= Frederick Nymeyer =

American businessman (1897–1981)

Frederick Nymeyer (November 12, 1897 – February 18, 1981) was an industrialist from South Holland, Illinois, and a vocal advocate of early libertarianism and Austrian economics.

Nymeyer founded the Libertarian Press and was largely responsible for bringing the economic writings of Eugen von Böhm-Bawerk to the United States. A personal friend of Ludwig von Mises, Nymeyer was also an eager proponent of Austrian economics.

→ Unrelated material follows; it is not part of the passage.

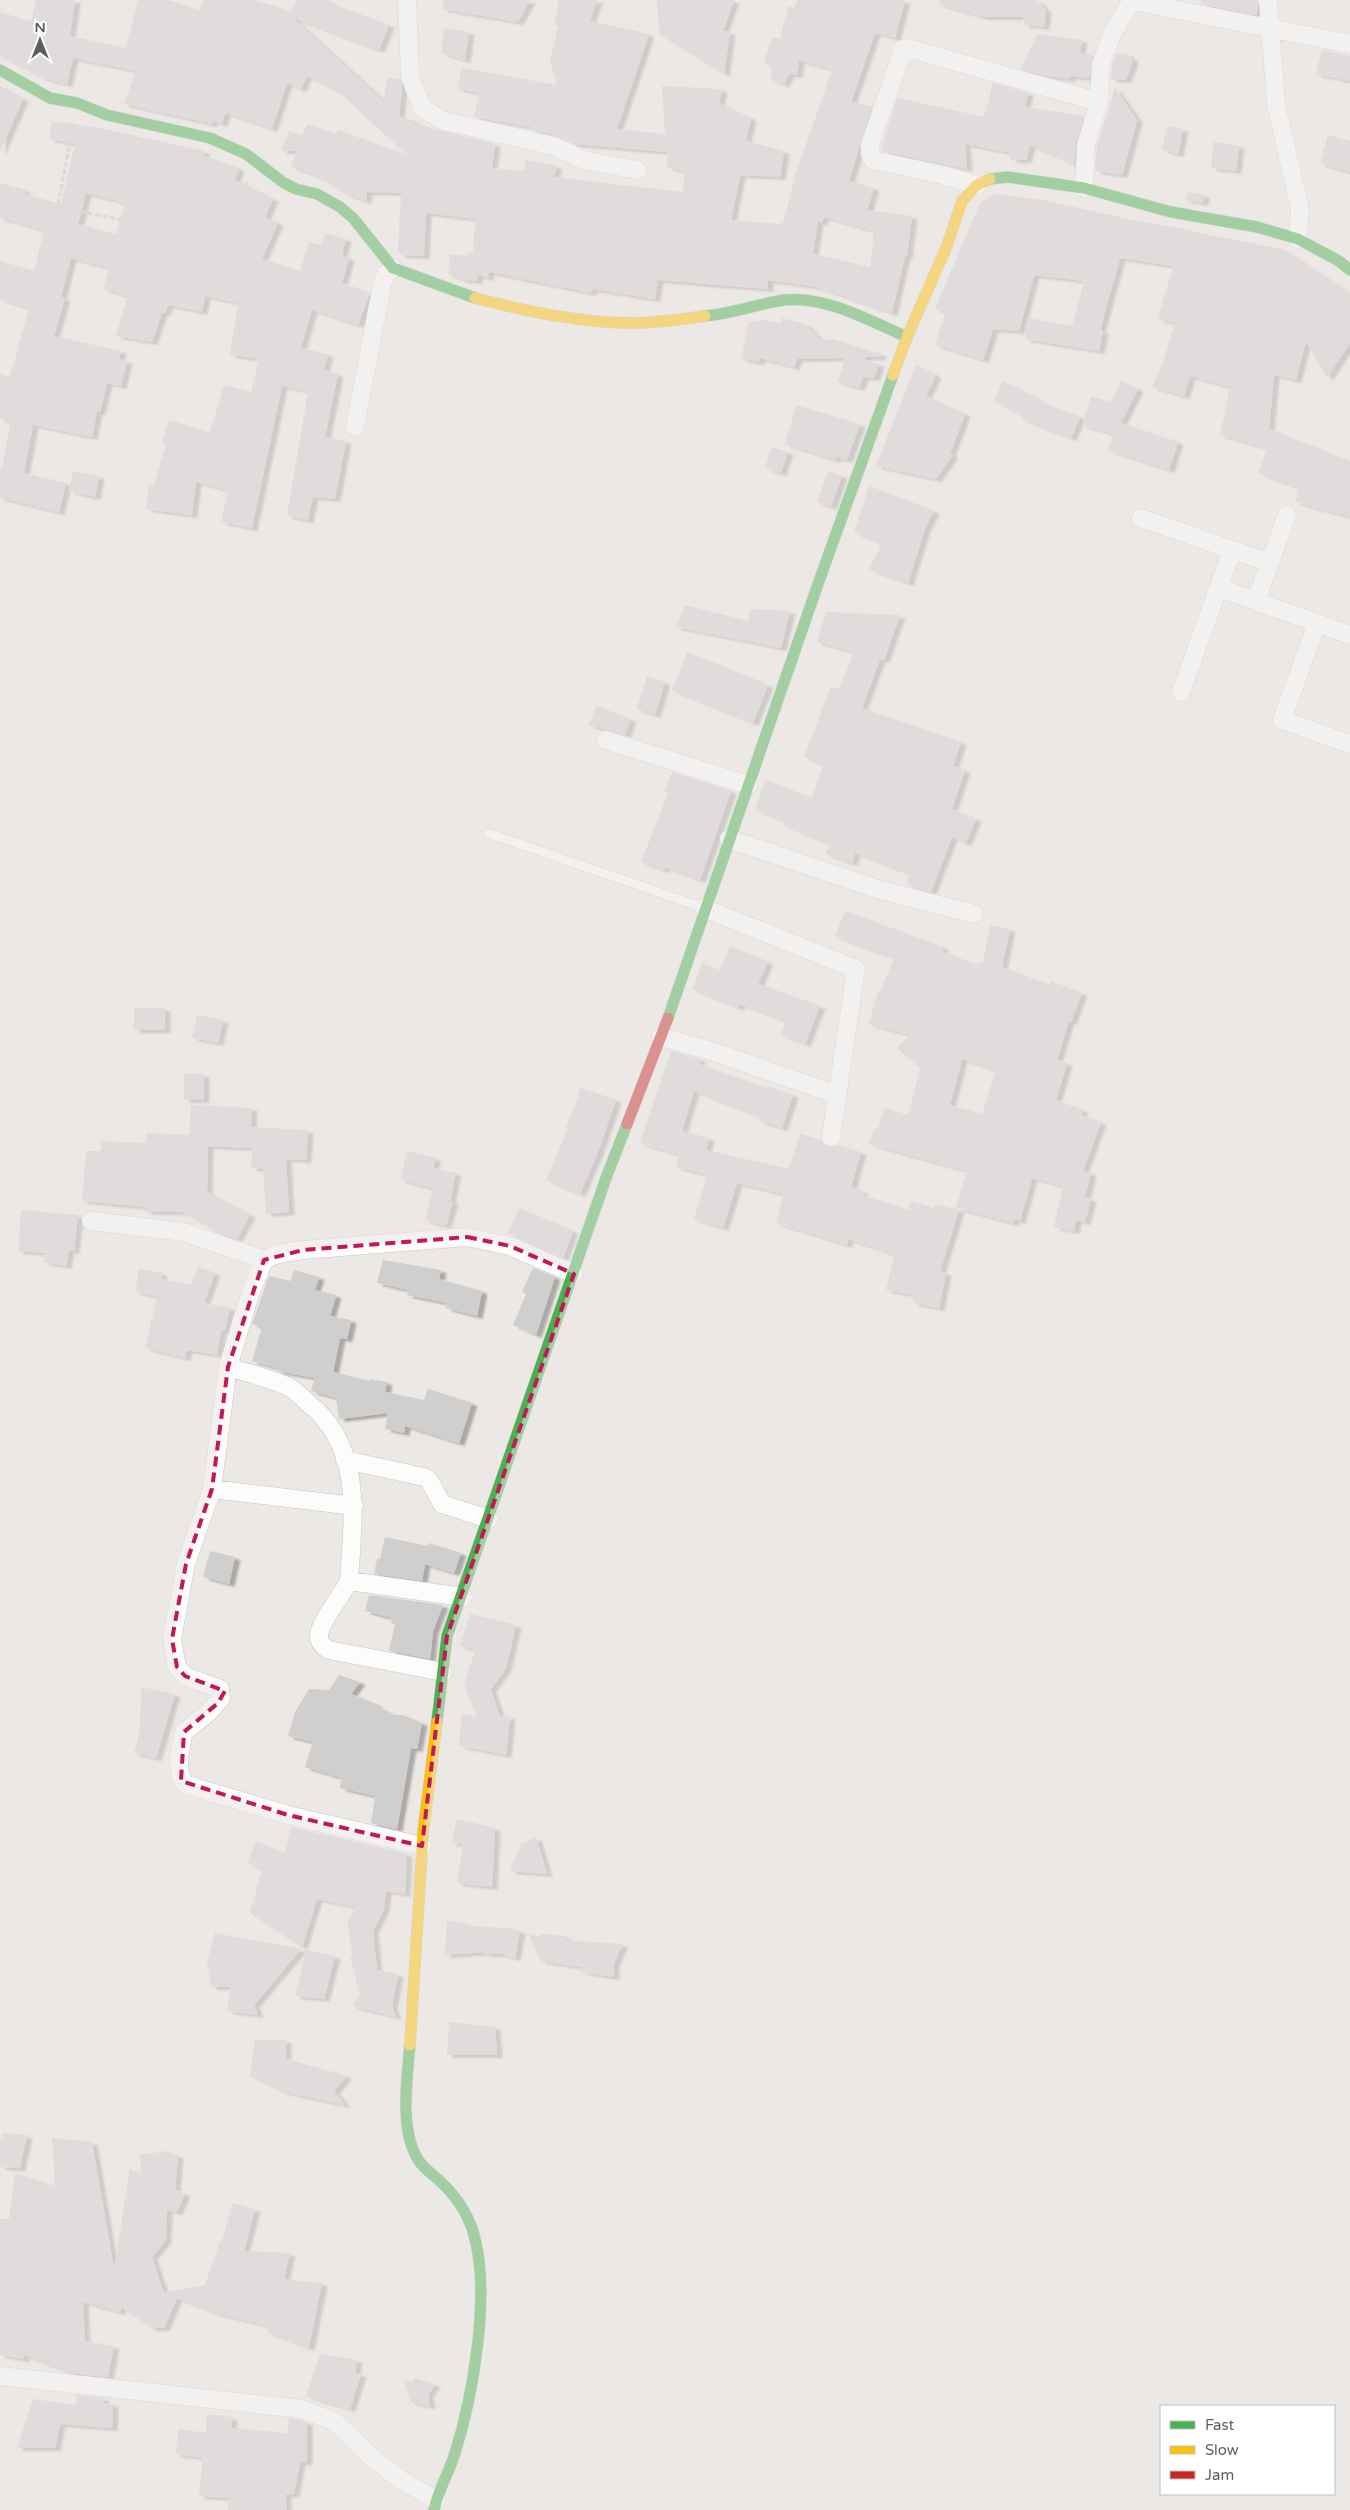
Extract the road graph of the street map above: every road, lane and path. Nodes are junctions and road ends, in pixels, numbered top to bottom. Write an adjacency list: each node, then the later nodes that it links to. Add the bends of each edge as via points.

His writings evidence both a commitment to free market principles and a devotion to his Dutch Calvinist faith. His most thorough work, Minimal Religion, posits the incompatibility of socialist ethics with the Christian faith. In Social Action, Hundred Nineteen, he argued forcefully against the social gospel. Progressive Calvinism, later renamed First Principles in Morality and Economics, was a periodical authored by Nymeyer. Directed primarily at an audience of Dutch Reformed youth, the publication linked Christian principles to libertarian political theory.

Nymeyer's writings also touch on theological ideas. In the heated debate over Common Grace, Nymeyer sided against the official position of his denomination (Christian Reformed Church), accepting instead a position similar to that advocated by Herman Hoeksema and the Protestant Reformed Churches.